Page 35 of House of Soot

She rolls her eyes as she puts on her robe. “You don’t like talking about anything about yourself.”

She’s not wrong. At least in my current situation. If I told her about myself, she’d likely turn me in to Ronan. Perhaps he’d notice her then. Take her to his bed. The idea of it makes me want to walk over and put a bullet into his head now.

I finish dressing and walk over to her. “There’s nothing in my past that is important. I like to live in the now. And right now, I have to sneak out of your room before you mom knows I stayed and gave you multiple orgasms last night.”

The blush to her cheeks is adorable and at the same time makes me feel like the biggest asshole in the world.

“You had at least two,” she quips.

“I did. They were fucking fantastic. I love your pussy, Jenna.”

Her cheeks go a shade pinker. “I love your…”

“Say cock,” I prompt her.

She bites her lower lip. “Cock.”

My dick twitches, and I wish I could have one more fuck before I had to leave. “I’m going to be hard all damn day.”

“Because I said cock?”

“Fuck, you’re doing it again.” I give her a quick kiss and then quietly creep from her room and out of the cottage.

The estate looms before me, the large mansion surrounded by manicured lawns and perfect gardens. For ten years, it’s stood as a symbol of what the Keans stole from my family. But now, looking at the gardens, I don't see the Keans’ betrayal. Instead, I see Jenna on her knees in the dirt, carefully tending each plant with those gentle hands that traced my tattoos last night.

Fuck. This wasn't supposed to happen. She’s supposed to pay for her betrayal. Instead, she's becoming my weakness. I can’t stop replaying the night in my mind. The way she touched me. The soft sounds she made as I claimed her body again and again. How she curled into me afterward, completely trusting. None of it was fake. None of it was calculated. And that terrifies me more than anything else.

The question is, what the hell am I going to do about it?

15

JENNA

My morning is normal. Well, except for the waking up next to Blaise part. I could definitely get used to that.

I prepared my mother’s tea and helped her get ready for the day.

“I half expected Mr. Tine to be here this morning,” she says, watching me over the brim of her cup. Did she hear us last night? I’m mortified by the thought.

I rein in my embarrassment. “Would that be a problem?”

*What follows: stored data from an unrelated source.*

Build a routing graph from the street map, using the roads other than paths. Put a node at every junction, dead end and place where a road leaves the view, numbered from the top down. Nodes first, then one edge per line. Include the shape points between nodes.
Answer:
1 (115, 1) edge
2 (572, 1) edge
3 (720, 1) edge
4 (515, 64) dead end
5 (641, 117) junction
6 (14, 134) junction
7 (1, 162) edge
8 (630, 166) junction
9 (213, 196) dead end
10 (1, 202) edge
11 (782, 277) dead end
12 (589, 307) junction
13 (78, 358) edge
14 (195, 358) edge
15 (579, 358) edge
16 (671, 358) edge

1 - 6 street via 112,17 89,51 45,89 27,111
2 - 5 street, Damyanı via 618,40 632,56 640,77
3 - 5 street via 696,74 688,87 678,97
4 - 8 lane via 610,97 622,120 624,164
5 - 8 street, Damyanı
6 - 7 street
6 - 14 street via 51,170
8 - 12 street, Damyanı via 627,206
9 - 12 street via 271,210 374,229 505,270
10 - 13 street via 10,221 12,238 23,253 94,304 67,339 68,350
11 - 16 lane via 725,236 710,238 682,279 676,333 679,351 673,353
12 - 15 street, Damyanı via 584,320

“Awkward, maybe. I know you’re a grown woman and need to live your life, but you’re still my baby. It’s hard to think of your being sexually active.”

It’s hard to have my mother think of my being sexually active. But at least now I know she’s okay with Blaise staying over. Maybe he could move in. No. I can’t get ahead of myself. Yes, I love him. Yes, I’d love for this relationship to stand the test of time. But I also recognize there is a lot I don’t know, a lot he doesn’t seem to want to share, and that requires that I put the brakes on a little bit and not rush this thing.

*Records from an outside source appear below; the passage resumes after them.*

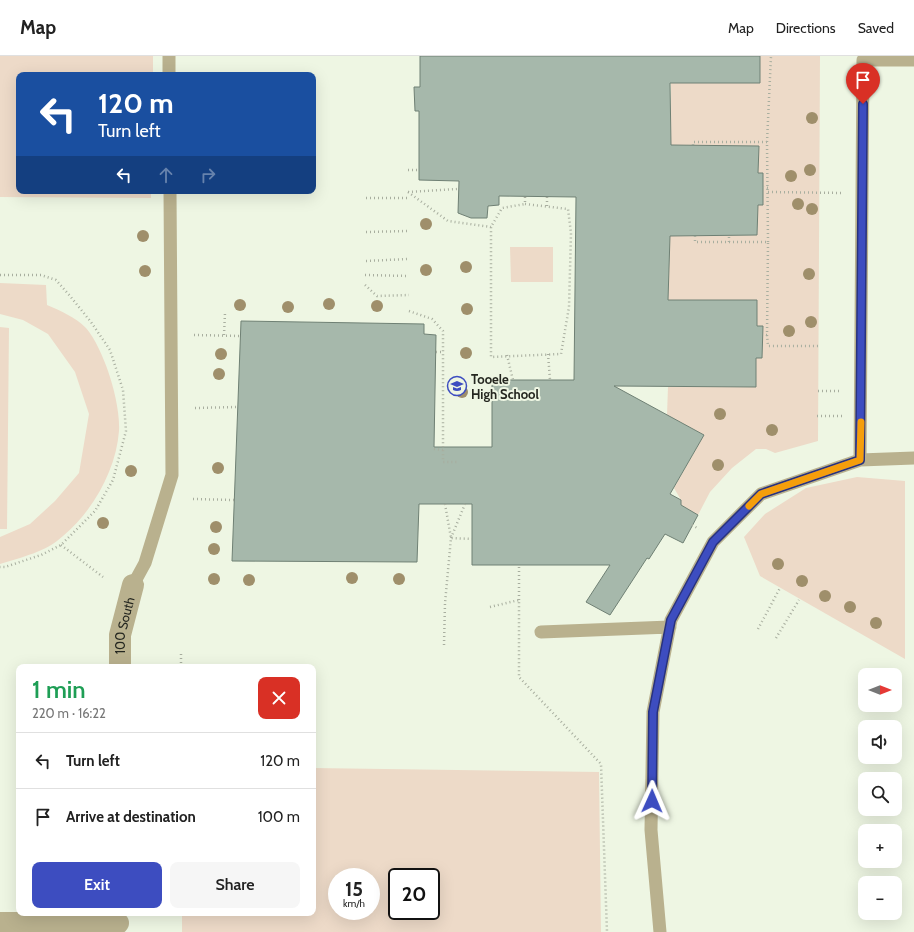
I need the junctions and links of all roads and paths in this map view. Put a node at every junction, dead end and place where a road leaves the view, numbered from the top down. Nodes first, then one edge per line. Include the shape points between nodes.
1 (168, 56) edge
2 (771, 56) edge
3 (914, 60) edge
4 (169, 72) edge
5 (767, 142) junction
6 (693, 145) dead end
7 (408, 170) dead end
8 (418, 170) dead end
9 (763, 187) dead end
10 (768, 188) junction
11 (458, 189) dead end
12 (768, 192) junction
13 (822, 193) dead end
14 (170, 194) edge
15 (525, 197) dead end
16 (547, 197) dead end
17 (366, 198) dead end
18 (408, 198) dead end
19 (525, 204) junction
20 (547, 206) junction
21 (491, 227) junction
22 (408, 231) dead end
23 (366, 232) dead end
24 (729, 235) dead end
25 (694, 236) dead end
26 (729, 242) junction
27 (768, 242) junction
28 (408, 260) dead end
29 (366, 261) dead end
30 (0, 275) edge
31 (365, 275) dead end
32 (408, 276) dead end
33 (365, 285) dead end
34 (409, 295) dead end
35 (409, 311) dead end
36 (225, 313) dead end
37 (194, 335) dead end
38 (224, 335) junction
39 (763, 335) dead end
40 (767, 335) junction
41 (240, 336) dead end
42 (819, 346) dead end
43 (436, 352) dead end
44 (443, 352) junction
45 (548, 354) junction
46 (507, 355) junction
47 (513, 380) dead end
48 (550, 380) dead end
49 (237, 407) dead end
50 (195, 408) dead end
51 (817, 416) dead end
52 (861, 416) junction
53 (434, 449) dead end
54 (443, 450) junction
55 (914, 458) edge
56 (860, 460) junction
57 (458, 462) dead end
58 (193, 499) dead end
59 (234, 500) dead end
60 (445, 504) dead end
61 (465, 504) dead end
62 (692, 525) dead end
63 (701, 530) dead end
64 (451, 538) junction
65 (472, 539) dead end
66 (61, 545) junction
67 (519, 565) dead end
68 (0, 567) edge
69 (103, 577) dead end
70 (133, 585) joint
71 (780, 588) dead end
72 (519, 600) junction
73 (799, 600) dead end
74 (490, 607) dead end
75 (670, 627) junction
76 (758, 629) dead end
77 (541, 632) dead end
78 (776, 638) dead end
79 (444, 645) dead end
80 (181, 654) dead end
81 (120, 664) edge
82 (181, 664) edge
83 (0, 923) edge
84 (118, 923) edge
85 (606, 932) edge
86 (660, 932) edge

1 - 4 lane
2 - 5 path
3 - 52 lane via 863,60
5 - 6 path via 693,142
5 - 10 path
7 - 8 path
9 - 10 path
10 - 12 path
11 - 21 path via 408,192 448,221
12 - 13 path
12 - 27 path
14 - 70 lane via 172,475 145,563
15 - 19 path
16 - 20 path
17 - 18 path
19 - 20 path
19 - 21 path via 502,208
20 - 45 path via 568,209 571,233 569,307 561,354
21 - 46 path via 491,357
22 - 23 path
24 - 26 path
25 - 26 path via 694,242
26 - 27 path
27 - 40 path
28 - 29 path
30 - 66 path via 41,275 56,280 91,322 110,350 123,390 126,431 113,480 95,511
31 - 32 path
33 - 34 path via 377,296
35 - 44 path via 432,319 443,331
36 - 38 path
37 - 38 path
38 - 41 path
39 - 40 path
40 - 42 path via 768,346
43 - 44 path
44 - 54 path
45 - 46 path
45 - 48 path
46 - 47 path
49 - 50 path
51 - 52 path
52 - 56 lane
53 - 54 path
54 - 57 path via 443,462
55 - 56 lane
56 - 75 lane via 761,494 713,542 671,620
58 - 59 path
60 - 64 path
61 - 64 path
62 - 63 path
64 - 65 path
64 - 79 path
66 - 68 path via 41,556
66 - 69 path
67 - 72 path
70 - 81 street, 100 South via 120,635
71 - 76 path
72 - 74 path
72 - 85 path via 520,677 601,764
73 - 78 path
75 - 77 lane
75 - 86 lane via 653,712 651,830
80 - 82 path
83 - 84 street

When I finish with breakfast, I head toward the main house. When I arrive, I see Keira and little Brigit, the Keans’ god-daughter, having breakfast. I wonder if the Keans will send them away for their safety. I get the sense Keira wouldn’t mind leaving. I don’t sense a closeness between her and her parents. But she is fond of the girl.

Before I can say my good mornings, I’m called to a house staff meeting. I join my colleagues in the grand hall, my shoulder brushing against Debbie's.

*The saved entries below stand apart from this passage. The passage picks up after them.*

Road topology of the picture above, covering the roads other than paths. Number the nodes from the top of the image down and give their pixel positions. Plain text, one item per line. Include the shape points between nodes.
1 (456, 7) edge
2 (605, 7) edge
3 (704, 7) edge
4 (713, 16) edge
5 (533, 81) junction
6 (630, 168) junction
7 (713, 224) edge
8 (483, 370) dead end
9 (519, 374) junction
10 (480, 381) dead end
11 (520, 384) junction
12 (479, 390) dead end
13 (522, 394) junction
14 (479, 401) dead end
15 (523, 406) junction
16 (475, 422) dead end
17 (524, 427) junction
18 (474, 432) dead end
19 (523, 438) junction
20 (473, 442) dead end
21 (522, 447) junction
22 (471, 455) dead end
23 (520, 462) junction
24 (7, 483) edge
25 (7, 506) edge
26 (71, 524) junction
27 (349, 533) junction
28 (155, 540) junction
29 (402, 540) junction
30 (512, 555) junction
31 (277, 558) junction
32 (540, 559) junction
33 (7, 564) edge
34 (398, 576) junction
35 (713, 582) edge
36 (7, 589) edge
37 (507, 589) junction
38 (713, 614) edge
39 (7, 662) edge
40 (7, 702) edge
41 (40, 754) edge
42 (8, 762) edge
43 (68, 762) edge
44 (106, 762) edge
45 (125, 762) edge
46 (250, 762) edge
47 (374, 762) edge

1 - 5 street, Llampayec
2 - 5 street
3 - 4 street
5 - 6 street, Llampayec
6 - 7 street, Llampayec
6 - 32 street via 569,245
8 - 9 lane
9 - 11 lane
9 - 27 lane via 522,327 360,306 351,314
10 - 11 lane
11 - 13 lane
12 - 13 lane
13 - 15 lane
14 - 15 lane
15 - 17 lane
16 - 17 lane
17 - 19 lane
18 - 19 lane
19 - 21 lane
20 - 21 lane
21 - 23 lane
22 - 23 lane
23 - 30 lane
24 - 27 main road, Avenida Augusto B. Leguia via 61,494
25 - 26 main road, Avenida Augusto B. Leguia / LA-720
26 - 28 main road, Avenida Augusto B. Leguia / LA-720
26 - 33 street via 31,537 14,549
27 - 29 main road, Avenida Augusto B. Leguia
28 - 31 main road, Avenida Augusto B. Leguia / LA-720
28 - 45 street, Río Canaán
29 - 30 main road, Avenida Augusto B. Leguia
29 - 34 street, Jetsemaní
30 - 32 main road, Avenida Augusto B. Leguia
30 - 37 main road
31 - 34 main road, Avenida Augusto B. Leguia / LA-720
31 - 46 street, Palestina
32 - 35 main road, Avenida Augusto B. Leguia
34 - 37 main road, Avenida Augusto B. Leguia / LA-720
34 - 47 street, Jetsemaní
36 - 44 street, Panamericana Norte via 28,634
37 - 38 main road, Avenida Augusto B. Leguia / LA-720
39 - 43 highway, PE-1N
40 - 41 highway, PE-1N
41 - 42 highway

“What’s going on?” I whisper to her. She spends more time inside the house and is privy to more gossip than I am working in the garden.

“I think it has to do with the attack the other day.”

Mrs. Kean takes her place at the front of the room and we all quiet down.

"Recent events have made it clear that we need to implement stricter security measures,” Mrs. Kean states. "Everyone will receive new ID badges by the end of the week. These must be worn at all times."

I remember Blaise saying he thought the attack was more to cause trouble than harm, but the Keans are treating it more seriously. I’m glad. It seems to me that things have been escalating. I don’t want to live in danger, but I don’t have other prospects for work that will help me take care of my mom.